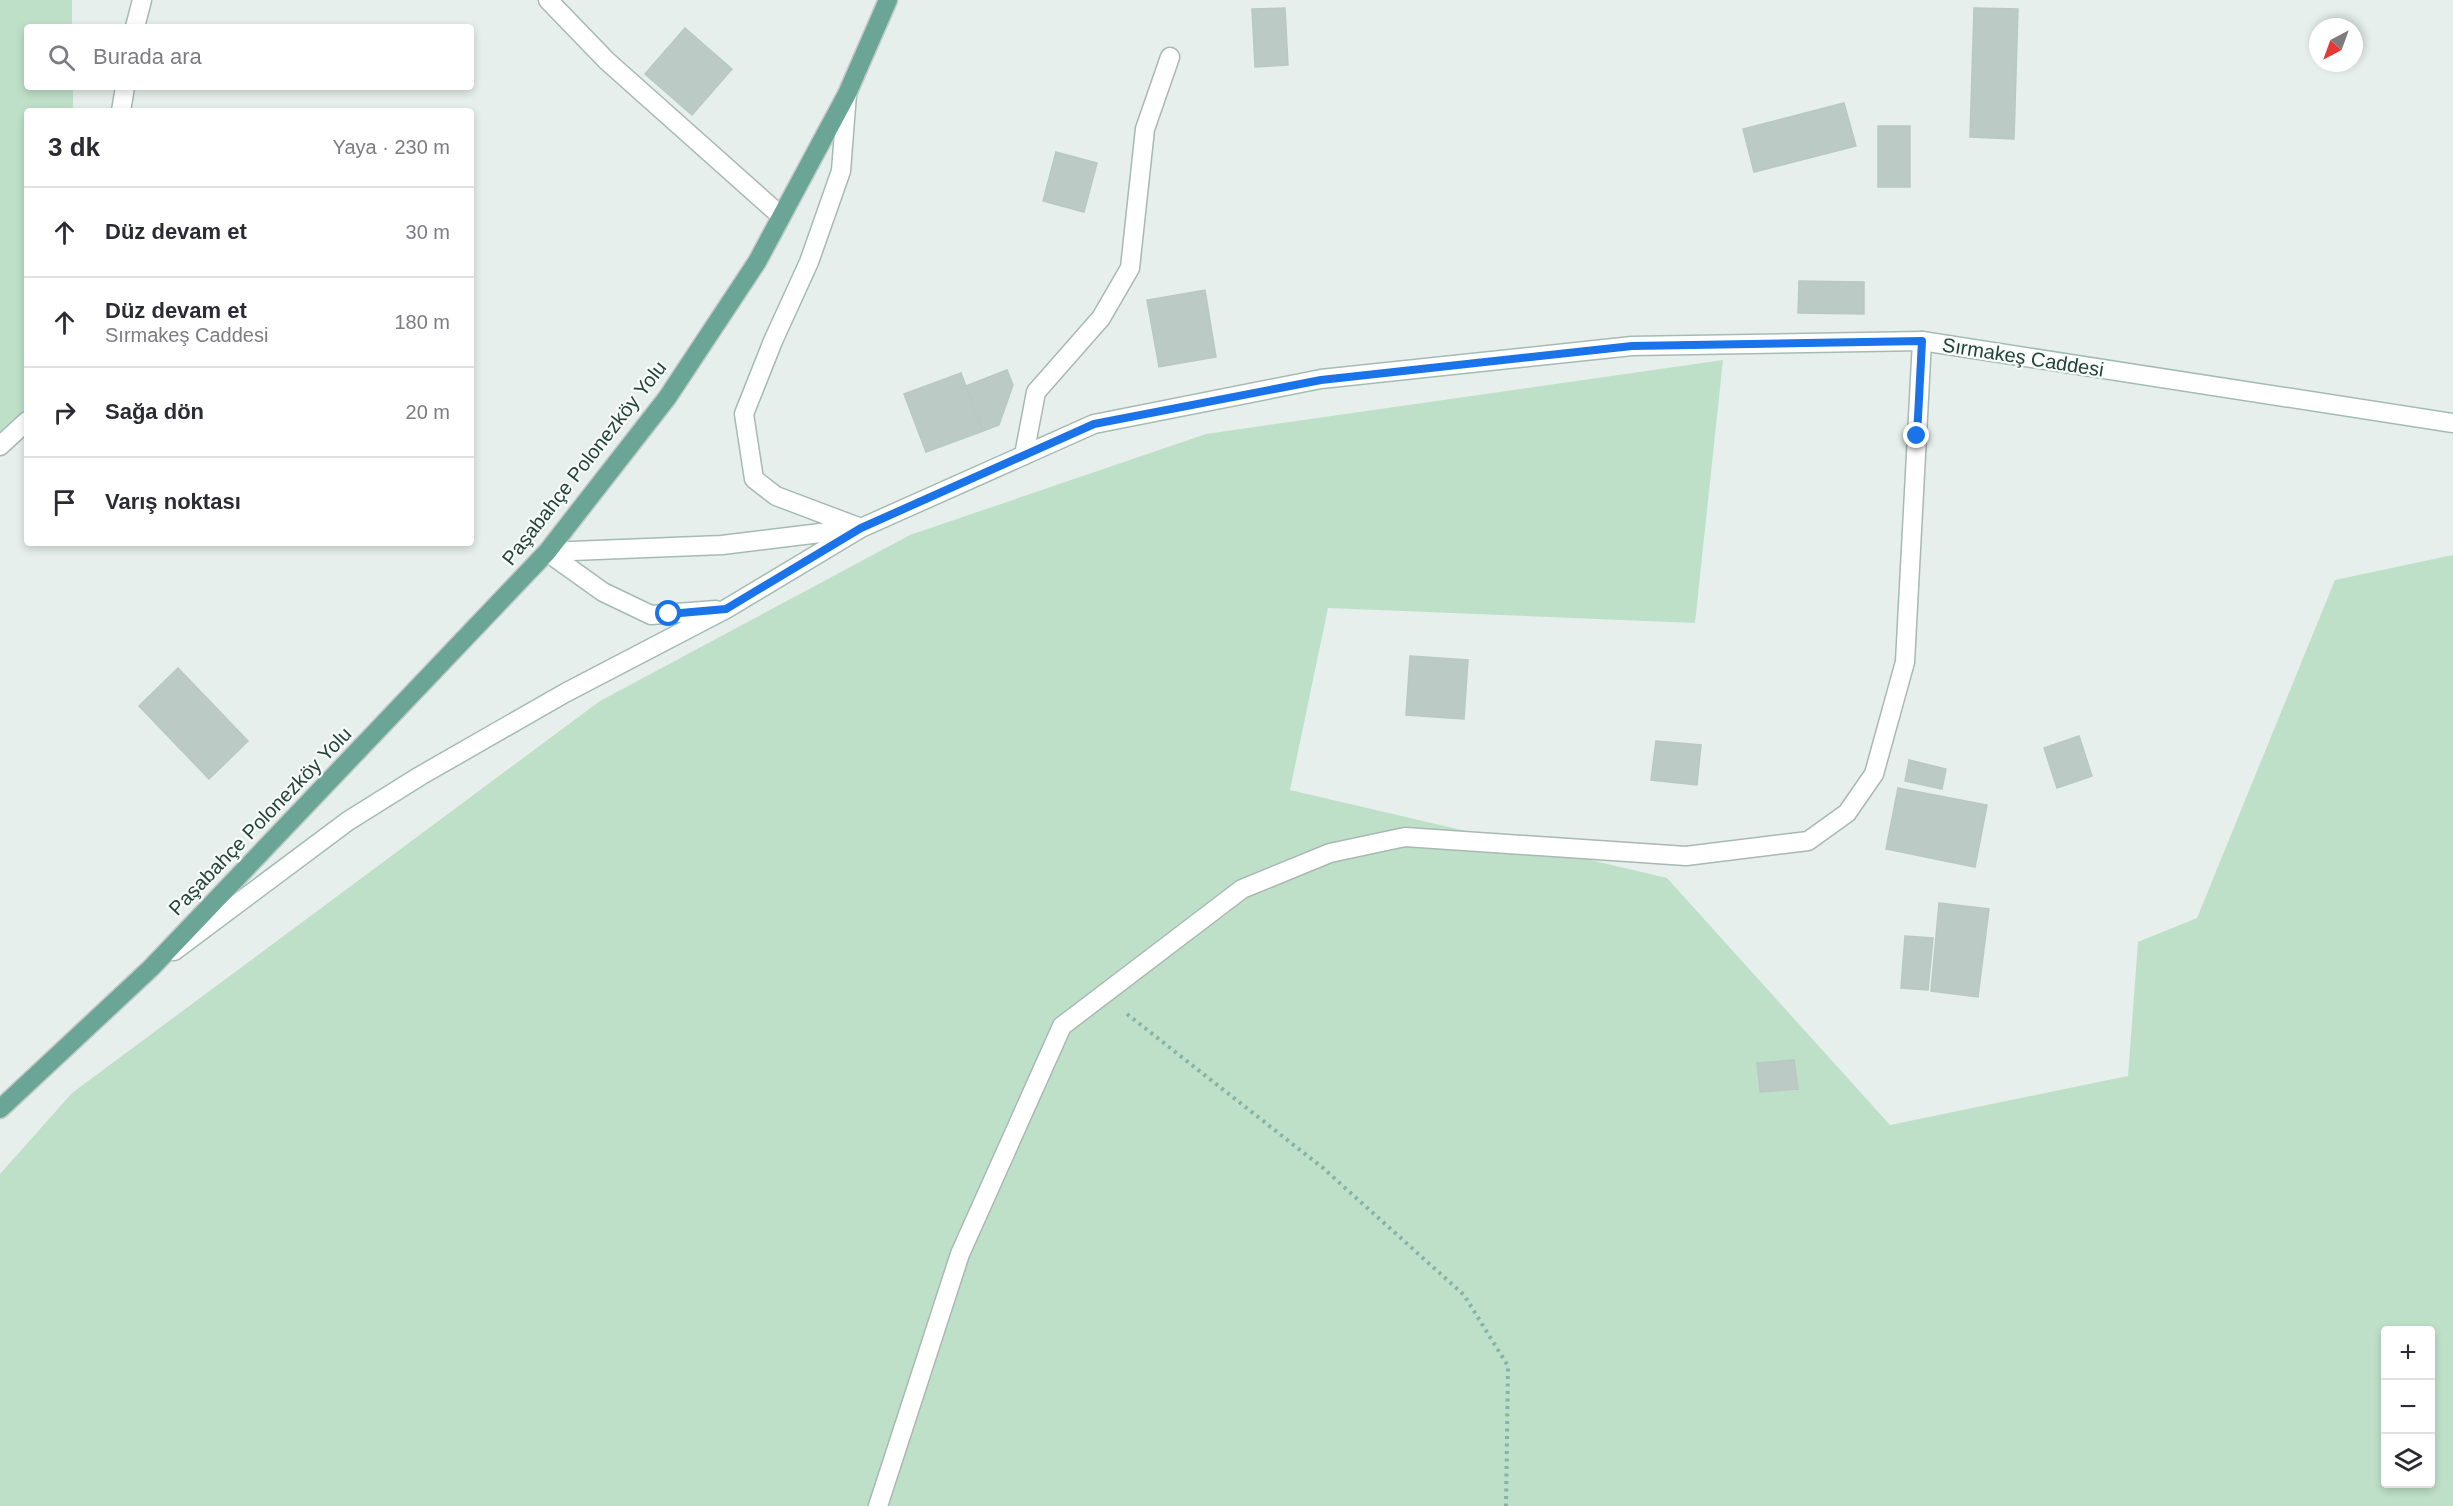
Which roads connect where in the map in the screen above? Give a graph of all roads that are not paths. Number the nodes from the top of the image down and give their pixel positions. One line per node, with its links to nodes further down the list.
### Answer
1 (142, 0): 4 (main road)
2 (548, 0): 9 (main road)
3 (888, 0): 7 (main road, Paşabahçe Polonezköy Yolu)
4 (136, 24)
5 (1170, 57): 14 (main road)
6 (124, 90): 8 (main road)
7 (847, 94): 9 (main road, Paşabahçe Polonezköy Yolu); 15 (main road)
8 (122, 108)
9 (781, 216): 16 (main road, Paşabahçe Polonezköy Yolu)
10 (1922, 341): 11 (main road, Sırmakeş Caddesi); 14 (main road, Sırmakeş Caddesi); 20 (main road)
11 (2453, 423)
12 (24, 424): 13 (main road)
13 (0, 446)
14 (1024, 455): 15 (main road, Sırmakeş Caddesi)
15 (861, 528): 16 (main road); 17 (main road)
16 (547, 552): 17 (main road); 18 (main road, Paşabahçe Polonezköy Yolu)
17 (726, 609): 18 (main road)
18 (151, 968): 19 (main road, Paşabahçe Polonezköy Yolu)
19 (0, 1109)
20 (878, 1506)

_ _ _ _

• [Exercise aim] Your answer should hold every record above, printed exactly and free of pictures.

• [Output below]
Which roads connect where in the map in the screen above? Give a graph of all roads that are not paths. Number the nodes from the top of the image down and give their pixel positions. One line per node, with its links to nodes further down the list.
### Answer
1 (142, 0): 4 (main road)
2 (548, 0): 9 (main road)
3 (888, 0): 7 (main road, Paşabahçe Polonezköy Yolu)
4 (136, 24)
5 (1170, 57): 14 (main road)
6 (124, 90): 8 (main road)
7 (847, 94): 9 (main road, Paşabahçe Polonezköy Yolu); 15 (main road)
8 (122, 108)
9 (781, 216): 16 (main road, Paşabahçe Polonezköy Yolu)
10 (1922, 341): 11 (main road, Sırmakeş Caddesi); 14 (main road, Sırmakeş Caddesi); 20 (main road)
11 (2453, 423)
12 (24, 424): 13 (main road)
13 (0, 446)
14 (1024, 455): 15 (main road, Sırmakeş Caddesi)
15 (861, 528): 16 (main road); 17 (main road)
16 (547, 552): 17 (main road); 18 (main road, Paşabahçe Polonezköy Yolu)
17 (726, 609): 18 (main road)
18 (151, 968): 19 (main road, Paşabahçe Polonezköy Yolu)
19 (0, 1109)
20 (878, 1506)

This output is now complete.